[Records contained in a dataset]

▼▼▼

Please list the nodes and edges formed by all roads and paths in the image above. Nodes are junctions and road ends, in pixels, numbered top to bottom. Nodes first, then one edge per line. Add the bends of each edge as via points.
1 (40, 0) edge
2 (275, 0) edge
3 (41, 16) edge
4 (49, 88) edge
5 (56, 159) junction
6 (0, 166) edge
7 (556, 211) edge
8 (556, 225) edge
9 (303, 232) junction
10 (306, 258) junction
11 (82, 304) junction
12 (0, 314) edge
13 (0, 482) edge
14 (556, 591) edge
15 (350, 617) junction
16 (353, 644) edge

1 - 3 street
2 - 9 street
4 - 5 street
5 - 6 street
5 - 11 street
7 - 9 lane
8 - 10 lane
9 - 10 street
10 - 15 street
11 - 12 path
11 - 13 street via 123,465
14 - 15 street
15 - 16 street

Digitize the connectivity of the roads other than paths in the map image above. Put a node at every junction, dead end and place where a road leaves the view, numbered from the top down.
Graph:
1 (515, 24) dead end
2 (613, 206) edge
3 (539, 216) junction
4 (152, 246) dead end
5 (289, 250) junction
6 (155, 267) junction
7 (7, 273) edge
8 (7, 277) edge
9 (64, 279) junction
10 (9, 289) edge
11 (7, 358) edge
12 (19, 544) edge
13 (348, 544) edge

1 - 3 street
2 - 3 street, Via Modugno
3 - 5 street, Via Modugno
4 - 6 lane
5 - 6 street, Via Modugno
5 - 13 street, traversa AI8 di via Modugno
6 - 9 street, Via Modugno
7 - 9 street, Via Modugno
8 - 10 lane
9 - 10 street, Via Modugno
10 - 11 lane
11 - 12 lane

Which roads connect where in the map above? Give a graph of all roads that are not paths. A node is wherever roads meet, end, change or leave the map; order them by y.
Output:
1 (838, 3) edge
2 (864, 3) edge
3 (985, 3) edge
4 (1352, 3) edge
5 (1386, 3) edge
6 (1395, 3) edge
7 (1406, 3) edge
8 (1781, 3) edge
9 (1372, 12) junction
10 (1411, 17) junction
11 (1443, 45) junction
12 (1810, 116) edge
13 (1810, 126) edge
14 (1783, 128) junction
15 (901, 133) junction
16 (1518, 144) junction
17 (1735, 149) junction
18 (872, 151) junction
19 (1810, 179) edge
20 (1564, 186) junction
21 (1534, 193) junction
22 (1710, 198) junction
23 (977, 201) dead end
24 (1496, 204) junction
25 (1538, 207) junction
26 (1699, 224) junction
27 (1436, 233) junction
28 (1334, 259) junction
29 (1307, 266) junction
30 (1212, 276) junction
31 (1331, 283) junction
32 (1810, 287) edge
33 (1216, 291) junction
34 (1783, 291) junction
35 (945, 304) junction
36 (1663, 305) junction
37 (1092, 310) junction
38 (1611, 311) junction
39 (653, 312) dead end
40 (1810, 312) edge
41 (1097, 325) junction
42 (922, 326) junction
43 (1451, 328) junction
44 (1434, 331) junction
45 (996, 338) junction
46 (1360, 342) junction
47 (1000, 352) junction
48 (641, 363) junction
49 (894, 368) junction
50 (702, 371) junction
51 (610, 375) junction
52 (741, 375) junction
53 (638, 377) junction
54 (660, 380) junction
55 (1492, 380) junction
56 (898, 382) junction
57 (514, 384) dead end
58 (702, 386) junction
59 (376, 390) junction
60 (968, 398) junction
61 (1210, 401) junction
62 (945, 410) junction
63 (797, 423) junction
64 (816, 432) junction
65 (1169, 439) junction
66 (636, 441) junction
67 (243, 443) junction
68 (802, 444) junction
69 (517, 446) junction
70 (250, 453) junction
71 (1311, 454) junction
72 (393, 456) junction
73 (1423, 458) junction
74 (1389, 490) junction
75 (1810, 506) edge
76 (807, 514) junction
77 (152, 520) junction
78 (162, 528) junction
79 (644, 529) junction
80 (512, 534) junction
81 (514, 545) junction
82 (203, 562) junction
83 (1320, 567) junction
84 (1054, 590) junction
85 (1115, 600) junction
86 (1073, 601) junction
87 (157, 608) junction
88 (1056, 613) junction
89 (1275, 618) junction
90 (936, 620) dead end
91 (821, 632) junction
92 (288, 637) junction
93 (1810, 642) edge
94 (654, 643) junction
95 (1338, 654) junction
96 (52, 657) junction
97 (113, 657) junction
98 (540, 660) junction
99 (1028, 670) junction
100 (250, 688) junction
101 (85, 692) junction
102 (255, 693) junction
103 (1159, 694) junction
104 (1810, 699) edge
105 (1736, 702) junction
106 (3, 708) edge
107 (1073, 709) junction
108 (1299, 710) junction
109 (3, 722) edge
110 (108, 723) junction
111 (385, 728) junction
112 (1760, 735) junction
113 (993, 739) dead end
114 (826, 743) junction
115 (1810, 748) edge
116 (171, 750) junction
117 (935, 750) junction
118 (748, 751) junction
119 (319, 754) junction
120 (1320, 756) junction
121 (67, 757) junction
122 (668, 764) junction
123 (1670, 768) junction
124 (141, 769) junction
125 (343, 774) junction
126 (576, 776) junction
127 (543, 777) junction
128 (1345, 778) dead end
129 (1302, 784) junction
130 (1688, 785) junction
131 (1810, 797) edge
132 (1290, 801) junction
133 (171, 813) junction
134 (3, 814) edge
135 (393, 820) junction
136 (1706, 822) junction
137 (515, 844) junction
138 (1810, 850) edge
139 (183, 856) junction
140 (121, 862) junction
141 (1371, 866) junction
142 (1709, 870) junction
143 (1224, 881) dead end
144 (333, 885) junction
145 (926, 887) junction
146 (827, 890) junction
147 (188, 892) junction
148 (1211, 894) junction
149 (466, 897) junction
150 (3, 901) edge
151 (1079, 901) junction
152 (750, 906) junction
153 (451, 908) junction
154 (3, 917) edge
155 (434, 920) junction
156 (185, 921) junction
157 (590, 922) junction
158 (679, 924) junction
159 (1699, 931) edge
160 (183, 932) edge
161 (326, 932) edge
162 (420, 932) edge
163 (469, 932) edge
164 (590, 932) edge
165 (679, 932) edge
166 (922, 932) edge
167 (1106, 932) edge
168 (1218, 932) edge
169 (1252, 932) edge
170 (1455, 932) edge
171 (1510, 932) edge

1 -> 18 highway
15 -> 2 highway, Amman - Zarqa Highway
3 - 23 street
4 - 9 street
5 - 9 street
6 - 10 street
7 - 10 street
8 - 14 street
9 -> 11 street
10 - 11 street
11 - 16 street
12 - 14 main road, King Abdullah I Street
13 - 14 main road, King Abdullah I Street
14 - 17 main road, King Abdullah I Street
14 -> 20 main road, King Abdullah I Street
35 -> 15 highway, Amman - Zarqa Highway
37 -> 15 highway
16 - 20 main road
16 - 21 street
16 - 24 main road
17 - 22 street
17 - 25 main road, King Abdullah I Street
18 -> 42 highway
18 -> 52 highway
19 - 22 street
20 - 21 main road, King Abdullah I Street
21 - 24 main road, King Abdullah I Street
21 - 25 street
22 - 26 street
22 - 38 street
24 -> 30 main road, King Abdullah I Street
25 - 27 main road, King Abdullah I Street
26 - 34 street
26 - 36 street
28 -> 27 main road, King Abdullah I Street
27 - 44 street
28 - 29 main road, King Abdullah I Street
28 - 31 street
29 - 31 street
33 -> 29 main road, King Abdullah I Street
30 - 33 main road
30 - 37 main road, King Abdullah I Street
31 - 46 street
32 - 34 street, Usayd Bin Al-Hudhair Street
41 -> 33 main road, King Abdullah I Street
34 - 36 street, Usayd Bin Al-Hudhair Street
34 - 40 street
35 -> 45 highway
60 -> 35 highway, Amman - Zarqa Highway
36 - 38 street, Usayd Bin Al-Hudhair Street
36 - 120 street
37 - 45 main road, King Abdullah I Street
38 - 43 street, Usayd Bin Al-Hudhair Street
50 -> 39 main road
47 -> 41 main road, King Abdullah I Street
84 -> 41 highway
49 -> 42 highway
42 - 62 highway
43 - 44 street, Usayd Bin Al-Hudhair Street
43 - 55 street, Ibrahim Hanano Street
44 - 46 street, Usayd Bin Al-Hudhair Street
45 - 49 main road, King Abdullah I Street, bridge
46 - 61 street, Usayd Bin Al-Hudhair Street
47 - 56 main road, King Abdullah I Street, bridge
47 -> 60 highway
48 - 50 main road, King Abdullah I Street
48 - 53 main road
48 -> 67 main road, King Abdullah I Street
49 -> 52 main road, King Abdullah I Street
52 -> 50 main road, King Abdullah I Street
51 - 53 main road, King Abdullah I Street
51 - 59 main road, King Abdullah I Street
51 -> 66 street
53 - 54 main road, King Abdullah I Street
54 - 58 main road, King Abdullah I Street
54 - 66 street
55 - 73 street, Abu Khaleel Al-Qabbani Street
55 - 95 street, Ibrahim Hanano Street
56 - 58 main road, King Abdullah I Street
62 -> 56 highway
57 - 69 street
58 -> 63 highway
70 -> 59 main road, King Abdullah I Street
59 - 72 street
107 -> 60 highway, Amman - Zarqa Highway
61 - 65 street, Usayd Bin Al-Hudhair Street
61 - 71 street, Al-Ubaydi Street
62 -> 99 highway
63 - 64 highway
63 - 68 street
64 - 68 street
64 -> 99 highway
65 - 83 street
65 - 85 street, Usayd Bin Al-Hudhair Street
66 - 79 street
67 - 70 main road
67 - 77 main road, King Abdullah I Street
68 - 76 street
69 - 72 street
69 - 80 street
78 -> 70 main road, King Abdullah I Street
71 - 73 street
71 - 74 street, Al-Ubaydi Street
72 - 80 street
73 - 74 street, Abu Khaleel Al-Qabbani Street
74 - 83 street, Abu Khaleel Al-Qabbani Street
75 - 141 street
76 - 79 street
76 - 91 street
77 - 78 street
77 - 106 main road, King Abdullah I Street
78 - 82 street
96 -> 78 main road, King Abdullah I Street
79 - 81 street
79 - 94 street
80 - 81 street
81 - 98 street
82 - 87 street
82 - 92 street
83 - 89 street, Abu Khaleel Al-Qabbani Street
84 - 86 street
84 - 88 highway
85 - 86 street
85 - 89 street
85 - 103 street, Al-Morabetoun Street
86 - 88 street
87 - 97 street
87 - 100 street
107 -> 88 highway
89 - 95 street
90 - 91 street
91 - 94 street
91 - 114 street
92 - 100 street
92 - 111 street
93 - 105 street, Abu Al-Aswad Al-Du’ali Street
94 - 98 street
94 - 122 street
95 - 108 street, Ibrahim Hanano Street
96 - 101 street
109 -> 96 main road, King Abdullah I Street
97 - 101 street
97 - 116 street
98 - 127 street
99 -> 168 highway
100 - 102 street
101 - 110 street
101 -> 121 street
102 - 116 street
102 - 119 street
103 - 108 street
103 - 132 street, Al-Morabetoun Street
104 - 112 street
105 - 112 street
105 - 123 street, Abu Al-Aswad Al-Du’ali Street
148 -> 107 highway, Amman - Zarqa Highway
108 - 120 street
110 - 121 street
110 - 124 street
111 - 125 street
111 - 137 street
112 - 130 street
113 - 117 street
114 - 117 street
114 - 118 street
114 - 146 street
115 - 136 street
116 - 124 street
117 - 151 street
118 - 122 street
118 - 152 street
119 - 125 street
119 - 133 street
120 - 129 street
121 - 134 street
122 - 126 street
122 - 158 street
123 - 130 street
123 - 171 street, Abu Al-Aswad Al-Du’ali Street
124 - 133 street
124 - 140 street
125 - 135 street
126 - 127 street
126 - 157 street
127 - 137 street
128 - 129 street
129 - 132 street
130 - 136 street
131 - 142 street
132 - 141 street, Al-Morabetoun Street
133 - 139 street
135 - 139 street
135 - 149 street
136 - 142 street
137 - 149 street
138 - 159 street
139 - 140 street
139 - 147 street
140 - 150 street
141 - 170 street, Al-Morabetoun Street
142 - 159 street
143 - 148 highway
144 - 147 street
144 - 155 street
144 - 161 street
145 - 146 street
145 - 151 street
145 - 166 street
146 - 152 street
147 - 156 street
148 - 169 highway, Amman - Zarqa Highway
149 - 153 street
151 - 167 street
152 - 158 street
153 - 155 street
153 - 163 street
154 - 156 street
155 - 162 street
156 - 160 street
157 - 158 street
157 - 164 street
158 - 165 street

▲▲▲

» **Task requirements**: Each line above with the word "where" must be returned.

» **Result for this exercise**:
Digitize the connectivity of the roads other than paths in the map image above. Put a node at every junction, dead end and place where a road leaves the view, numbered from the top down.
Which roads connect where in the map above? Give a graph of all roads that are not paths. A node is wherever roads meet, end, change or leave the map; order them by y.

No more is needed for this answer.